**Work instructions**
Sift the material for lines containing "numbered", and return them.

**Record set**
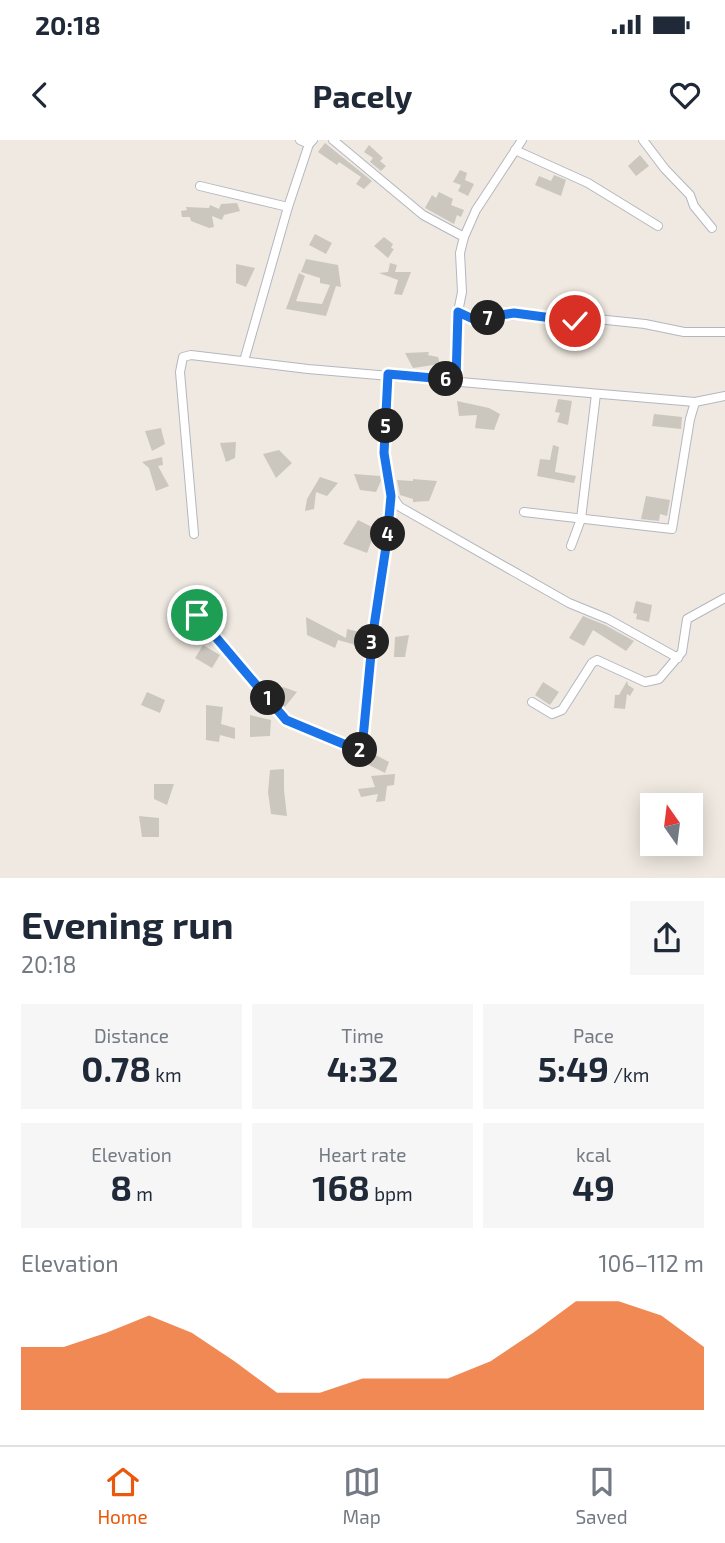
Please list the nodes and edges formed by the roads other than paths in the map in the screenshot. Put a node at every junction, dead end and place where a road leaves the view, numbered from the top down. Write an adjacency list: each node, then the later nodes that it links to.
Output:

...

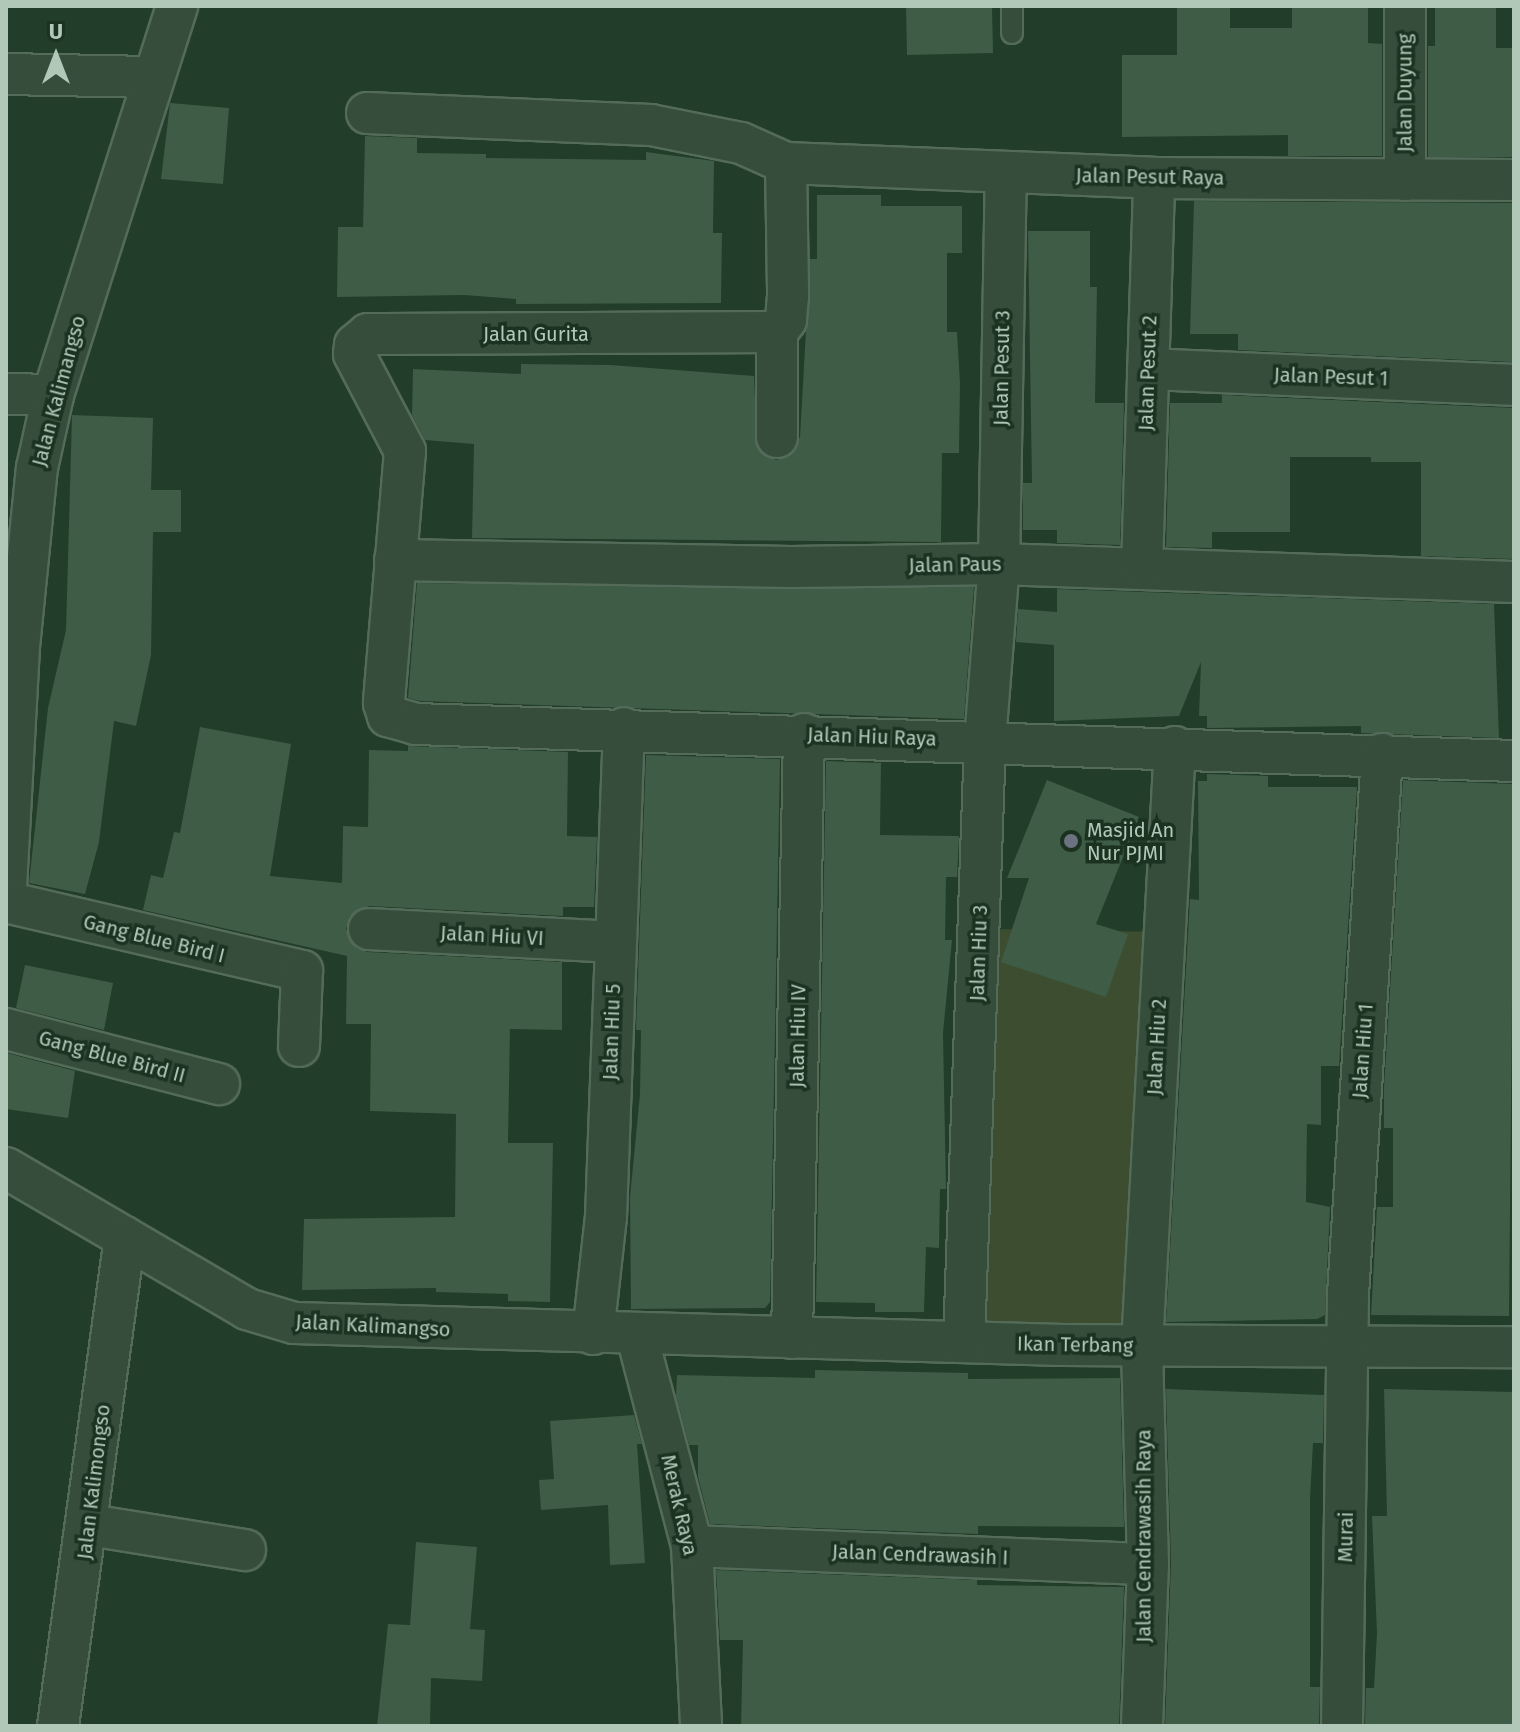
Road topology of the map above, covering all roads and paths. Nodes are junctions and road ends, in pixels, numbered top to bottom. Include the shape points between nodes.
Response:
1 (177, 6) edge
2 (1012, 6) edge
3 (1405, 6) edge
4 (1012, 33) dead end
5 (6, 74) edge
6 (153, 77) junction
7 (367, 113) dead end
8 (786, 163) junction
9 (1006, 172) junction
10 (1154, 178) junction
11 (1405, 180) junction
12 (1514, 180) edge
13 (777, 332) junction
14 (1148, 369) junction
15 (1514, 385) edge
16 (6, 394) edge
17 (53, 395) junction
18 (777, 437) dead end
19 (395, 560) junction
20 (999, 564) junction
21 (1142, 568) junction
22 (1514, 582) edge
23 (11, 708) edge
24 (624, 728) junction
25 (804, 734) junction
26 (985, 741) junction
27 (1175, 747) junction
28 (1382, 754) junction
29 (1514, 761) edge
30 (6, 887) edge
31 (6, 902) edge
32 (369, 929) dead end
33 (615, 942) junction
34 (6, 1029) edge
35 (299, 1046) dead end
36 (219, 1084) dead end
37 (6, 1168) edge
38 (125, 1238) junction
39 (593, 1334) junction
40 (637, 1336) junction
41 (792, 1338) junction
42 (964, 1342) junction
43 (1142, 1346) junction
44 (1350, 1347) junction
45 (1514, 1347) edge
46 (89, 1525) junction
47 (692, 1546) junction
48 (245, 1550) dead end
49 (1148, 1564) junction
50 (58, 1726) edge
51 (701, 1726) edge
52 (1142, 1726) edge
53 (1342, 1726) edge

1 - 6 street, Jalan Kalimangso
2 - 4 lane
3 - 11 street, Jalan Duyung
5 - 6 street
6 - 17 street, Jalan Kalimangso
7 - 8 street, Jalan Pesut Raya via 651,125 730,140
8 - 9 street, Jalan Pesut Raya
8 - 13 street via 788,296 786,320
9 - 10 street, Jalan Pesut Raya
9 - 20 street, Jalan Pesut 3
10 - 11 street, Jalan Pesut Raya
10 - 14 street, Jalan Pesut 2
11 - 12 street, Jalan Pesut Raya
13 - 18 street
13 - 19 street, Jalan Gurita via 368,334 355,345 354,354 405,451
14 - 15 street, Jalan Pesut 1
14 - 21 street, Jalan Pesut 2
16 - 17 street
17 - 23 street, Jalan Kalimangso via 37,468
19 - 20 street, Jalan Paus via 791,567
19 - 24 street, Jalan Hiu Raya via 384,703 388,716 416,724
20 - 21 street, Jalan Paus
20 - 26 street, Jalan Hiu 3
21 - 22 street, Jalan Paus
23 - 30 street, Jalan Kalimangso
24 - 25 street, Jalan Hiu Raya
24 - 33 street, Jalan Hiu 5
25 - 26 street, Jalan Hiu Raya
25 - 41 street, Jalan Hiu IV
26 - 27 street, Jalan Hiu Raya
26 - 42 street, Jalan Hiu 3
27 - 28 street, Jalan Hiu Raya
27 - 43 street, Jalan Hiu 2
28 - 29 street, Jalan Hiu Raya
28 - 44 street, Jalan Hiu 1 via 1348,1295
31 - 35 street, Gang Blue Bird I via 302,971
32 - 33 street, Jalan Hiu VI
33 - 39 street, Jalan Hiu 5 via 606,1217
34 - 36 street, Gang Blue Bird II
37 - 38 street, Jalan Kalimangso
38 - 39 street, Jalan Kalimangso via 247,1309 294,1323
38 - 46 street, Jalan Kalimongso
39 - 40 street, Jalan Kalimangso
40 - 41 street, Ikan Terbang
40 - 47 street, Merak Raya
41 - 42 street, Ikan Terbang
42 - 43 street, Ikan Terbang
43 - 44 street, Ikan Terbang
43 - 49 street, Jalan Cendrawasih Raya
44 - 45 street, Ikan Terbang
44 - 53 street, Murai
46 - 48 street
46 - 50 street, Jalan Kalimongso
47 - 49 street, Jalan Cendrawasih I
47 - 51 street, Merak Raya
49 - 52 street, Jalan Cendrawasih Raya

**Output**
Please list the nodes and edges formed by the roads other than paths in the map in the screenshot. Put a node at every junction, dead end and place where a road leaves the view, numbered from the top down. Write an adjacency list: each node, then the later nodes that it links to.
Road topology of the map above, covering all roads and paths. Nodes are junctions and road ends, in pixels, numbered top to bottom. Include the shape points between nodes.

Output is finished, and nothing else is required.